Monday, March 13, 2006

Into the Wind, Up A Mountain

Saturday morning Leif and I hiked Tortugas Mountain, or as it is better known: “A Mountain” (the A stands for Aggie). We took a well-traveled trail that scaled the west side to the top where there are a few cell/radio towers and a small observatory.

The mountain itself is made up of entirely too sharp limestone that feels way to hard and sharp to actually be limestone. It sits on at the east edge of Las Cruces and is mostly undeveloped land. But the small mountain is no pristine wilderness. The aforementioned antennas sprout from the top and are accompanied by rows of temporary metal buildings. There look to be a number of abandoned strip mines down the south side. Finally, the typical New Mexico dessert bullet-pitted trash litters the lower slopes, bigger trails and summit.

So after Leif and I got to the top we downed a few beers to alleviate the onset of altitude sickness, tired muscles, hunger, dehydration, and immense wind burns from the grueling near vertical climb, we decided that it would be “Way hurting if we went down the same way we came up, dude.” And so naturally we abandoned the very vertical path on the west side for a much more vertical path less traveled on the north face.

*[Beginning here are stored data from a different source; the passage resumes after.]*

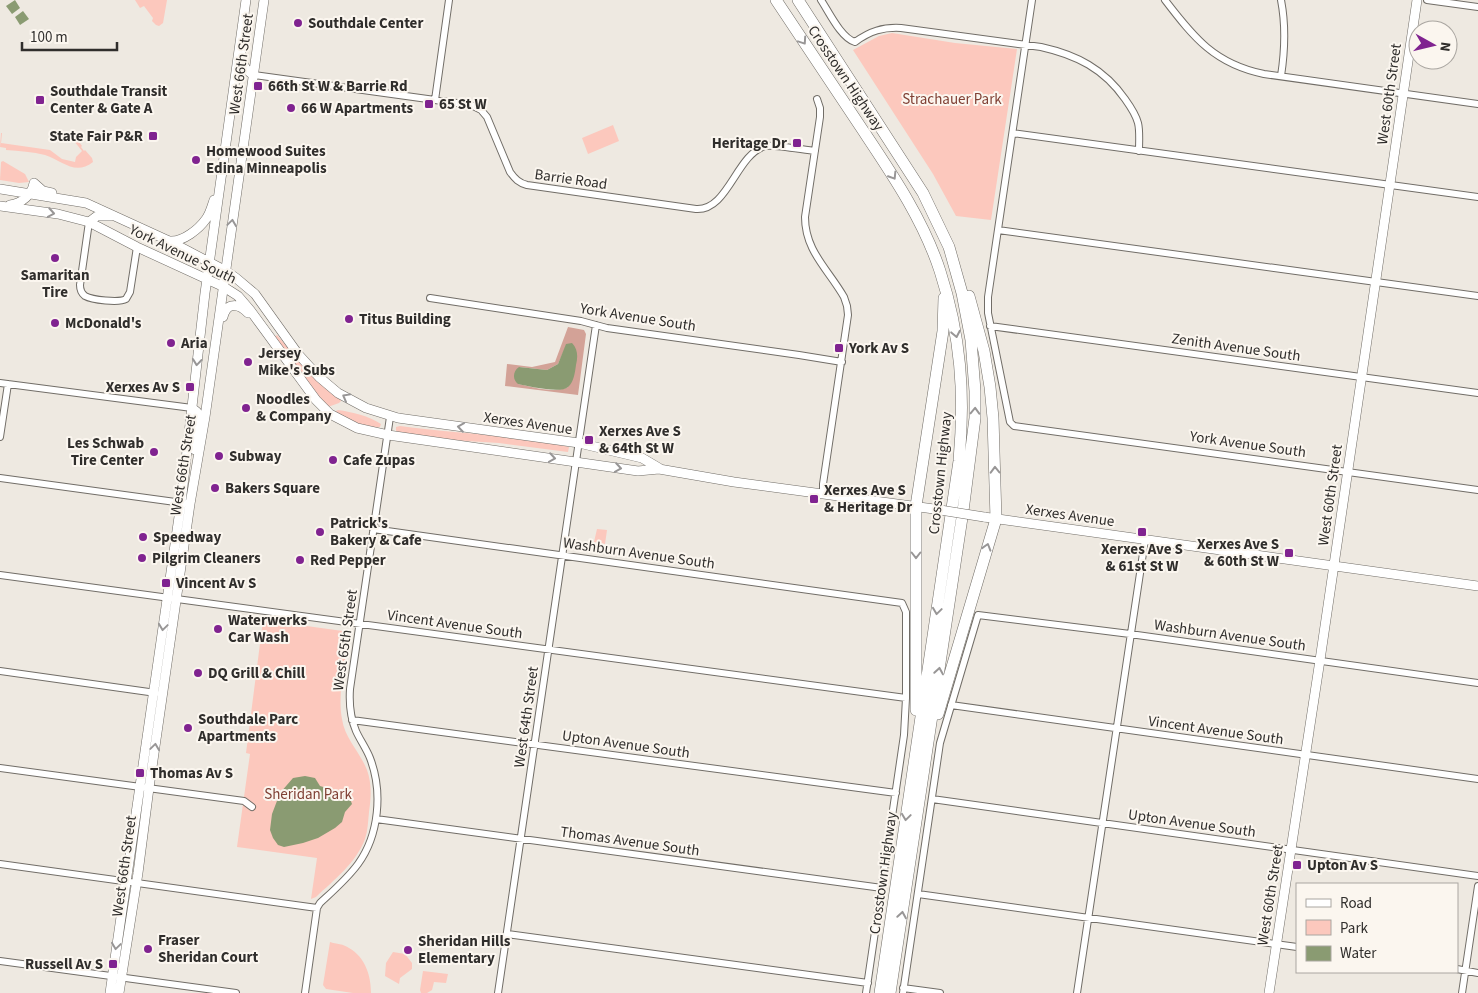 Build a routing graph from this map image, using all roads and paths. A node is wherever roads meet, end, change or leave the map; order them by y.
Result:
1 (246, 0) edge
2 (264, 0) edge
3 (449, 0) edge
4 (776, 0) edge
5 (798, 0) edge
6 (821, 0) edge
7 (1032, 0) edge
8 (1165, 0) edge
9 (1281, 0) edge
10 (1417, 0) edge
11 (1427, 0) edge
12 (1478, 7) edge
13 (240, 42) junction
14 (1025, 45) junction
15 (254, 75) junction
16 (1281, 76) junction
17 (1403, 94) junction
18 (817, 99) dead end
19 (435, 100) junction
20 (1478, 104) edge
21 (1013, 133) junction
22 (1139, 150) junction
23 (815, 151) junction
24 (1390, 185) junction
25 (0, 189) edge
26 (219, 189) junction
27 (30, 194) junction
28 (1478, 197) edge
29 (76, 200) junction
30 (1, 206) edge
31 (119, 218) junction
32 (89, 222) junction
33 (998, 230) junction
34 (167, 240) junction
35 (137, 247) junction
36 (949, 247) junction
37 (210, 262) junction
38 (226, 271) junction
39 (207, 279) junction
40 (1375, 282) junction
41 (944, 286) junction
42 (224, 287) junction
43 (1478, 296) edge
44 (430, 298) dead end
45 (596, 325) junction
46 (990, 326) junction
47 (263, 329) junction
48 (214, 356) junction
49 (842, 362) junction
50 (1362, 377) junction
51 (0, 382) edge
52 (8, 384) junction
53 (1478, 393) edge
54 (192, 408) junction
55 (390, 417) junction
56 (388, 435) junction
57 (0, 437) edge
58 (579, 444) junction
59 (576, 461) junction
60 (197, 465) junction
61 (659, 468) junction
62 (1347, 472) junction
63 (0, 478) edge
64 (1478, 490) edge
65 (823, 494) junction
66 (186, 504) junction
67 (916, 506) junction
68 (996, 519) junction
69 (373, 529) junction
70 (1145, 540) junction
71 (563, 556) junction
72 (1333, 566) junction
73 (0, 574) edge
74 (1478, 586) edge
75 (172, 598) junction
76 (360, 624) junction
77 (1130, 634) junction
78 (549, 650) junction
79 (1320, 660) junction
80 (0, 672) edge
81 (1478, 683) edge
82 (158, 693) junction
83 (906, 698) junction
84 (951, 705) junction
85 (352, 720) junction
86 (1117, 729) junction
87 (535, 744) junction
88 (1304, 755) junction
89 (0, 768) edge
90 (918, 770) junction
91 (1478, 779) edge
92 (144, 787) junction
93 (896, 794) junction
94 (932, 799) junction
95 (252, 807) dead end
96 (376, 819) junction
97 (1103, 823) junction
98 (521, 839) junction
99 (1291, 850) junction
100 (0, 864) edge
101 (1478, 876) edge
102 (125, 882) junction
103 (136, 883) junction
104 (1478, 886) edge
105 (882, 888) junction
106 (918, 894) junction
107 (317, 908) junction
108 (1088, 918) junction
109 (507, 934) junction
110 (1277, 945) junction
111 (1296, 947) edge
112 (0, 960) edge
113 (889, 964) junction
114 (1458, 970) edge
115 (1465, 971) junction
116 (1478, 972) edge
117 (117, 976) junction
118 (868, 982) junction
119 (227, 992) edge
120 (897, 992) edge
121 (110, 993) edge
122 (119, 993) edge
123 (236, 993) edge
124 (305, 993) edge
125 (498, 993) edge
126 (866, 993) edge
127 (879, 993) edge
128 (940, 993) edge
129 (1077, 993) edge
130 (1269, 993) edge
131 (1462, 993) edge

1 - 13 street, West 66th Street
2 - 15 street, West 66th Street
3 - 19 street
4 -> 41 highway, Crosstown Highway
5 - 36 highway, Crosstown Highway
6 - 14 street
7 - 14 street
8 - 16 street
9 - 16 street
10 - 17 street, West 60th Street
11 - 12 street
13 - 15 street
13 - 26 street, West 66th Street
14 - 21 street
14 - 22 street
15 - 19 street, Barrie Road
38 -> 15 street, West 66th Street
16 - 17 street
17 - 20 street
17 - 24 street, West 60th Street
18 - 23 street
19 - 23 street, Barrie Road
21 - 22 street
21 - 33 street
22 - 24 street
23 - 49 street
24 - 28 street
24 - 40 street, West 60th Street
25 - 27 street, York Avenue South
26 - 34 street
26 - 37 street, West 66th Street
27 - 29 street, York Avenue South
27 - 29 street
27 - 30 street
29 - 31 street, York Avenue South
30 -> 32 street, York Avenue South
31 - 32 street
31 - 34 street, York Avenue South
32 - 35 street, York Avenue South
32 - 35 street
33 - 40 street
33 - 46 street
34 - 37 street, York Avenue South
35 - 39 street, York Avenue South
68 -> 36 highway
90 -> 36 highway, Crosstown Highway
37 - 38 street, York Avenue South
37 - 39 street, West 66th Street
38 - 42 street, West 66th Street
55 -> 38 street, York Avenue South
39 - 42 street, York Avenue South
39 -> 54 street, West 66th Street
40 - 43 street
40 - 50 street, West 60th Street
41 - 67 highway
41 -> 90 highway, Crosstown Highway
42 - 47 street, York Avenue South
42 - 48 street, West 66th Street
44 - 45 street, York Avenue South
45 - 49 street, York Avenue South
45 - 58 street, West 64th Street
46 - 50 street, Zenith Avenue South
46 - 62 street, York Avenue South
47 - 48 street
47 - 56 street, York Avenue South
48 - 60 street, West 66th Street
49 - 65 street
50 - 53 street, Zenith Avenue South
50 - 62 street, West 60th Street
51 - 52 street
52 - 54 street
52 - 57 street
54 - 60 street
54 - 66 street, West 66th Street
55 - 56 street, West 65th Street
58 -> 55 street, Xerxes Avenue
56 -> 59 street, Xerxes Avenue
56 - 69 street, West 65th Street
58 - 59 street, West 64th Street
58 - 61 street, Xerxes Avenue
59 -> 61 street, Xerxes Avenue
59 - 71 street, West 64th Street
60 - 66 street, West 66th Street
61 - 65 street, Xerxes Avenue
62 - 64 street, York Avenue South
62 - 72 street, West 60th Street
63 - 66 street
65 - 67 street, Xerxes Avenue
66 - 75 street, West 66th Street
67 - 68 street, Xerxes Avenue, bridge
67 -> 90 highway
68 - 70 street, Xerxes Avenue
90 -> 68 highway
69 - 71 street, Washburn Avenue South
69 - 76 street, West 65th Street
70 - 72 street, Xerxes Avenue
70 - 77 street
71 - 78 street, West 64th Street
71 - 83 street, Washburn Avenue South
72 - 74 street, Xerxes Avenue
72 - 79 street, West 60th Street
73 - 75 street, Vincent Avenue South
75 - 76 street, Vincent Avenue South
75 - 82 street, West 66th Street
76 - 78 street, Vincent Avenue South
76 - 85 street, West 65th Street
77 - 79 street, Washburn Avenue South
77 - 84 street, Washburn Avenue South
77 - 86 street
78 - 83 street, Vincent Avenue South
78 - 87 street, West 64th Street
79 - 81 street, Washburn Avenue South
79 - 88 street, West 60th Street
80 - 82 street
82 - 92 street, West 66th Street
83 - 93 street
84 - 86 street, Vincent Avenue South
84 - 94 street
85 - 87 street, Upton Avenue South
85 - 96 street, West 65th Street
86 - 88 street, Vincent Avenue South
86 - 97 street
87 - 93 street, Upton Avenue South
87 - 98 street, West 64th Street
88 - 91 street, Vincent Avenue South
88 - 99 street, West 60th Street
89 - 92 street
90 - 113 highway, Crosstown Highway
92 - 95 street
92 - 102 street, West 66th Street
92 - 103 street, West 66th Street
93 - 105 street
94 - 97 street, Upton Avenue South
94 - 106 street
96 - 98 street, Thomas Avenue South
96 - 107 street, West 65th Street
97 - 99 street, Upton Avenue South
97 - 108 street
98 - 105 street, Thomas Avenue South
98 - 109 street, West 64th Street
99 - 101 street, Upton Avenue South
99 - 110 street, West 60th Street
100 - 102 street
102 - 103 street
102 -> 117 street, West 66th Street
103 - 107 street
103 - 117 street, West 66th Street
104 - 115 street
105 - 118 street
106 - 108 street
106 - 120 street
107 - 124 street
108 - 110 street
108 - 129 street
109 - 118 street
109 - 125 street, West 64th Street
110 - 111 street
110 - 130 street, West 60th Street
112 - 117 street
113 - 120 highway, Crosstown Highway
113 - 127 highway
114 - 115 street
115 - 116 street
115 - 131 street
117 - 119 street
117 - 121 street, West 66th Street
117 - 122 street, West 66th Street
118 - 126 street
119 - 123 street
120 - 128 street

Not long after we began our decent we ran in to a real life mountain Goat, three actually – one larger mommy goat and two smaller baby goats. The mom was wearing a red dog-type collar that took away from the majestic experience of spotting wild life in the wild. We starred at them from a distance while I cursed and swore to by a camera with my upcoming tax return. When they spotted us they darted up an outcropping and out of sight. It was neat, “Weeee, look at ‘em go!” By the way, a group of goats is called a tribe, a tribe of goats.

Before it was over we managed to spook a herd of Mule Dear. It was flat out amazing how well they camouflaged into their surroundings, if they weren’t moving or smiling their evil grins you couldn’t tell them apart from the rocks.

I’d like to add that the south face if freaking rough, like it was no joke, it was pretty stupid to have gone down that route off the trail. I cut and bruised a shin, and Leif got pinned with a slurry of cactus needles on a multitude of occasions and almost fell from a rock slide. It definitely wouldn’t have been cool to get seriously hurt up there. Seriously though where’s the adventure in worrying about getting hurt?

1 comment:

Anonymous said...

Raw dude thats like searously, a raw jurny. I think you missed the part about the strippers, though they were all about it. (guess its more P.C. without that paritcular detail though.)